Exercise objective: Print the records exactly as given.
━━━━━━━━
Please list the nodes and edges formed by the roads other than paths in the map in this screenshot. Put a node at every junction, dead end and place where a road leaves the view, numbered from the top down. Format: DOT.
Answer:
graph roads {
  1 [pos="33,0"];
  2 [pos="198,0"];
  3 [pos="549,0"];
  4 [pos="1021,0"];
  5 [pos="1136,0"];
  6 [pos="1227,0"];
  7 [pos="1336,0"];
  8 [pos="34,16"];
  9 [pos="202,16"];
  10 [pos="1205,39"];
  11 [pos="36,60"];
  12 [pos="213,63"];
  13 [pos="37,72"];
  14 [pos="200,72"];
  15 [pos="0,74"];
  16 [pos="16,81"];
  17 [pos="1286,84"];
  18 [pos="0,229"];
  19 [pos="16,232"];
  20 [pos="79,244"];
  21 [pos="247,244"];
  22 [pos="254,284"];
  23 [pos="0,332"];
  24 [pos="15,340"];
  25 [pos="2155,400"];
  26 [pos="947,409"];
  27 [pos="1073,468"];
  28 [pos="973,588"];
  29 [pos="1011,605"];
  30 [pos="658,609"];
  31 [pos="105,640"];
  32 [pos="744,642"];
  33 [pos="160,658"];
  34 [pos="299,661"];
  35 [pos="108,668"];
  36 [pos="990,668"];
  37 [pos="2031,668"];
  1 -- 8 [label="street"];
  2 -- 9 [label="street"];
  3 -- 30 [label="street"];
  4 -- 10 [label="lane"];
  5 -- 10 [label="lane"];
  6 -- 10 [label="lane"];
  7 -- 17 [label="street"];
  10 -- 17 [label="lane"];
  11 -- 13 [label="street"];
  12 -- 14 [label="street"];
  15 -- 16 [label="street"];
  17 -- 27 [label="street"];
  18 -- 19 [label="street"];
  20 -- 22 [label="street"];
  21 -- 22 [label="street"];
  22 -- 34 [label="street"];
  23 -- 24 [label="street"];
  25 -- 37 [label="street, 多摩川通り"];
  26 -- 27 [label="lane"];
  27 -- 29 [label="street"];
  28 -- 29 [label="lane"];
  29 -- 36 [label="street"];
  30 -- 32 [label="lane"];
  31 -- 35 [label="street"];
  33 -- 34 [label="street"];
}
━━━━━━━━
Answer for the task:
Please list the nodes and edges formed by the roads other than paths in the map in this screenshot. Put a node at every junction, dead end and place where a road leaves the view, numbered from the top down. Format: DOT.
Answer:
graph roads {
  1 [pos="33,0"];
  2 [pos="198,0"];
  3 [pos="549,0"];
  4 [pos="1021,0"];
  5 [pos="1136,0"];
  6 [pos="1227,0"];
  7 [pos="1336,0"];
  8 [pos="34,16"];
  9 [pos="202,16"];
  10 [pos="1205,39"];
  11 [pos="36,60"];
  12 [pos="213,63"];
  13 [pos="37,72"];
  14 [pos="200,72"];
  15 [pos="0,74"];
  16 [pos="16,81"];
  17 [pos="1286,84"];
  18 [pos="0,229"];
  19 [pos="16,232"];
  20 [pos="79,244"];
  21 [pos="247,244"];
  22 [pos="254,284"];
  23 [pos="0,332"];
  24 [pos="15,340"];
  25 [pos="2155,400"];
  26 [pos="947,409"];
  27 [pos="1073,468"];
  28 [pos="973,588"];
  29 [pos="1011,605"];
  30 [pos="658,609"];
  31 [pos="105,640"];
  32 [pos="744,642"];
  33 [pos="160,658"];
  34 [pos="299,661"];
  35 [pos="108,668"];
  36 [pos="990,668"];
  37 [pos="2031,668"];
  1 -- 8 [label="street"];
  2 -- 9 [label="street"];
  3 -- 30 [label="street"];
  4 -- 10 [label="lane"];
  5 -- 10 [label="lane"];
  6 -- 10 [label="lane"];
  7 -- 17 [label="street"];
  10 -- 17 [label="lane"];
  11 -- 13 [label="street"];
  12 -- 14 [label="street"];
  15 -- 16 [label="street"];
  17 -- 27 [label="street"];
  18 -- 19 [label="street"];
  20 -- 22 [label="street"];
  21 -- 22 [label="street"];
  22 -- 34 [label="street"];
  23 -- 24 [label="street"];
  25 -- 37 [label="street, 多摩川通り"];
  26 -- 27 [label="lane"];
  27 -- 29 [label="street"];
  28 -- 29 [label="lane"];
  29 -- 36 [label="street"];
  30 -- 32 [label="lane"];
  31 -- 35 [label="street"];
  33 -- 34 [label="street"];
}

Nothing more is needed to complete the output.